SSMC measurements to study the dark conductivity, i.e., the doping level, of the perovskite thin films were performed in the dark and under N₂. The microwaves (frequencies between 8.2 and 12.2 GHz) pass through the film located in the microwave cavity cell partially closed with an iris. At the resonant frequency (∼8.5 GHz), a standing wave forms in the cavity, and the maximum of the microwave electric field overlaps with the film. The microwaves are partially absorbed due to the interaction with free, mobile charge carriers and partially reflected. This causes a loss of microwave power (ΔP), resulting in a dip at the resonant frequency in the microwave frequency scan. , The dip is expressed in R ₀ and denotes the fraction of reflected microwave power in comparison to that of a fully reflecting end plate. The normalized microwave power loss signal (ΔP/P), i.e., the resonant frequency dip, can be simulated to calculate σ_dark. For more details, see E/M 1. The SSMC measurements are reliable and reproducible because of the fixed sample positioning, microwave cavity dimensions, and iris size, which keep the coupling and quality factor constant. The error estimation is ±∼1% for multiple measurements performed on the same sample and ±∼5% for measurements performed on several samples of the same deposition.

Time-Resolved Microwave Conductivity (TRMC)

TRMC measurements were performed to study the charge carrier dynamics and transport properties of the perovskite thin films. A pulsed Nd:YAG laser is used to excite charge carriers in the films by pulses of the duration of ∼3.5 ns at a repetition of 10 Hz and a wavelength of λ = 800 nm. The laser intensity is tuned between 10¹⁰ and 10¹³ photons cm^–2 by using an array of neutral density filters. During a TRMC measurement, the microwaves pass through the perovskite film mounted in a microwave open cell without the iris (which features an instrumental response time of 2 ns), where they are partially absorbed due to the interaction with free, mobile photogenerated carriers. A circulator separates the incident from the reflected microwaves, and the loss in microwave power between the reflected and the incident microwave is recorded as a function of the time elapsed after the laser pulse (ΔP(t)). This is related by the sensitivity factor (K = 1000 for the microwave open cell) to the time-resolved change in photoconductance between the dark and after illumination (ΔG(t)), i.e., the transient photoconductance signal. The maximum TRMC signal, normalized by the intensity of the laser, I ₀, the absorbed fraction of light at the excitation wavelength, F_A , and a microwave cell form factor, β, can be expressed by the product of the charge carrier yield, φ, and gigahertz-frequency mobilities sum. We assumed φ = 1 for direct bandgap perovskites with a low exciton binding energy at room temperature. It follows that ΔG _max/βeI ₀ F _A = Σμ. , For more details, see E/M 1. For TRMC, the error estimation is ±∼5% for both multiple measurements performed on the same sample and measurements performed on several samples of the same deposition.

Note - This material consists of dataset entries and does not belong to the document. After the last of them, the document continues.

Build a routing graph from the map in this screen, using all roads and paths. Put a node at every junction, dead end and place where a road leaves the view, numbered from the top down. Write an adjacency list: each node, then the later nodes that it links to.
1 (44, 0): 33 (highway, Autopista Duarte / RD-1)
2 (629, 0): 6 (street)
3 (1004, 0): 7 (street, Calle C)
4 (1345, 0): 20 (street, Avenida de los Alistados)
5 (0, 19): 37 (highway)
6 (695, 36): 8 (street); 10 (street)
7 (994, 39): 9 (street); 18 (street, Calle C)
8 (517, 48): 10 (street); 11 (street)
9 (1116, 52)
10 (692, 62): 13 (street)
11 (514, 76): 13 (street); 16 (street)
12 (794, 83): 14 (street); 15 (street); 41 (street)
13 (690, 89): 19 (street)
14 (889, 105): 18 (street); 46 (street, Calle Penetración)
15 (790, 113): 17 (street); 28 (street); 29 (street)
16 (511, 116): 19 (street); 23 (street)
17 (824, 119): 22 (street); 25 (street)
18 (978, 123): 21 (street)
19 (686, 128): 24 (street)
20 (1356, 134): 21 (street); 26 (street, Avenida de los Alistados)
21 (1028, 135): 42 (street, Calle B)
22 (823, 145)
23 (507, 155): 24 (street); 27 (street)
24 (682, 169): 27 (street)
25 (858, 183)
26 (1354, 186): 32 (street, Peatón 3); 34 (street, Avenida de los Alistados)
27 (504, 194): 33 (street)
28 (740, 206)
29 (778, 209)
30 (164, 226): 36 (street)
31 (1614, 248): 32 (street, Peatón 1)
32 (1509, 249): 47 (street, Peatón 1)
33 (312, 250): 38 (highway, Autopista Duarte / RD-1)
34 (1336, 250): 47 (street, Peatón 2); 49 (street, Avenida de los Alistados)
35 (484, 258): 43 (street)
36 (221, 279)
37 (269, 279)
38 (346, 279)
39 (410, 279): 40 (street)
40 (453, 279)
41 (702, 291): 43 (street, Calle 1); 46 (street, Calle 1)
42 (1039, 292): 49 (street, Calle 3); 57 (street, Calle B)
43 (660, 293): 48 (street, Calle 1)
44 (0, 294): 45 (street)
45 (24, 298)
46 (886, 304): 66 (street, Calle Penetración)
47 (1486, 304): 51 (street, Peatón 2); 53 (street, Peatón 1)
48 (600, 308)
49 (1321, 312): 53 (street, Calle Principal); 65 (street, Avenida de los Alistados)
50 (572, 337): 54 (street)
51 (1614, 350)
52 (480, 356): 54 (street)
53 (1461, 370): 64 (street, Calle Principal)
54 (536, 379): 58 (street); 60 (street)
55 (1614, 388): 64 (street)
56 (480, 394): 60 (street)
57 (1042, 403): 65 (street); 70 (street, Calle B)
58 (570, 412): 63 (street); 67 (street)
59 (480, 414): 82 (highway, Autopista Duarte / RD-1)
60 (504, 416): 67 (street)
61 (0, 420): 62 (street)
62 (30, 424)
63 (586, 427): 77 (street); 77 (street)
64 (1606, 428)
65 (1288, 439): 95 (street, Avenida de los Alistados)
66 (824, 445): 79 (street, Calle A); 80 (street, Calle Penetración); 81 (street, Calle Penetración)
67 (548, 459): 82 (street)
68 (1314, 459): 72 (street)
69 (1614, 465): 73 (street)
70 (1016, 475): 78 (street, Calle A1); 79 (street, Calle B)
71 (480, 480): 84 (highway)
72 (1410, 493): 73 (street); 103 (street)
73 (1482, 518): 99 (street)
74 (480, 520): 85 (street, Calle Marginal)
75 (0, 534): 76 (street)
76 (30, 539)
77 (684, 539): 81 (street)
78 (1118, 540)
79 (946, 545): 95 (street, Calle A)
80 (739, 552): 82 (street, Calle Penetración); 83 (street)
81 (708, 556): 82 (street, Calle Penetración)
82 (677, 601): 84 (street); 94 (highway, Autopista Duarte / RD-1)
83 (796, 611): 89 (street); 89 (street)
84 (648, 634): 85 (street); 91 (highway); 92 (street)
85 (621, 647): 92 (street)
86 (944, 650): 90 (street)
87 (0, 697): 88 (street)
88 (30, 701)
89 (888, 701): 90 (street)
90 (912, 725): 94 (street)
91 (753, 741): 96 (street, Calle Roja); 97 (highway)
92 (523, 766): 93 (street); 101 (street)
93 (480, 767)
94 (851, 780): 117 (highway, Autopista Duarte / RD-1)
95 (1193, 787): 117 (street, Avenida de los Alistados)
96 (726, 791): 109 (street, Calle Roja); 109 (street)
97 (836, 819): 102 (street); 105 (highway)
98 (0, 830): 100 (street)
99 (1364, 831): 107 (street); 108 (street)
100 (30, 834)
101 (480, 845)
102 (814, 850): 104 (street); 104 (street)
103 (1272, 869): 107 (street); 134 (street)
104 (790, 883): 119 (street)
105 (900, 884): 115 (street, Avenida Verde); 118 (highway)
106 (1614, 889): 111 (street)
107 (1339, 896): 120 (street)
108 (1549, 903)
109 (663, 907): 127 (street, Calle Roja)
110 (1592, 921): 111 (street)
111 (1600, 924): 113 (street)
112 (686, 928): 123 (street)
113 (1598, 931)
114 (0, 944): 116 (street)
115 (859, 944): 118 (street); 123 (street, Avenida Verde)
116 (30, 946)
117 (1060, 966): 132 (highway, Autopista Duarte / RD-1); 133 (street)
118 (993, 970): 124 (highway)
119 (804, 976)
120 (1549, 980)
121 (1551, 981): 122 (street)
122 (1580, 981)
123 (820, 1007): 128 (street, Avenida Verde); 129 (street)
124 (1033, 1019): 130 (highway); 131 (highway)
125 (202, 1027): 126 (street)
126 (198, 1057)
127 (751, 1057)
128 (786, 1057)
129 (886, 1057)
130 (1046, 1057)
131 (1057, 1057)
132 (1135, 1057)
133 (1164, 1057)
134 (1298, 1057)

UV–Vis-NIR Spectroscopy (UV–Vis)

The optical properties (absorption and transmission) of the films were measured with a PerkinElmer LAMBDA 1050+ UV/vis/NIR spectrophotometer with a 150 mm integrating sphere. The absorption (optical density, O.D.) of solutions was measured by a PerkinElmer LAMBDA 365 UV/vis spectrophotometer by using quartz cuvettes with an optical pathway of 0.20 cm.

Profilometry

The average thickness of the thin films was determined by measurements performed with a Veeco/Bruker Dektak 8 Stylus Profilometer with a stylus tip diameter of 12.5 μm and a force (load) of 5 mg (≃50 μN).

X-ray Diffraction (XRD)

The XRD analysis of the films was carried out by using a Bruker D8 Advance-ECO X-ray diffractometer equipped with a Cu–K_α X-ray source (λ = 1.542) operating at 40 kV and 25 mA and a Lynxeye-XE-T 1D position-sensitive energy-discriminative detector. The measurements were carried out in Bragg–Brentano geometry with a fixed sample illumination of 5.0 mm for a range of angles 2θ = 5°–60°, a step size of 0.01°, and a measuring time of 0.01 s/step.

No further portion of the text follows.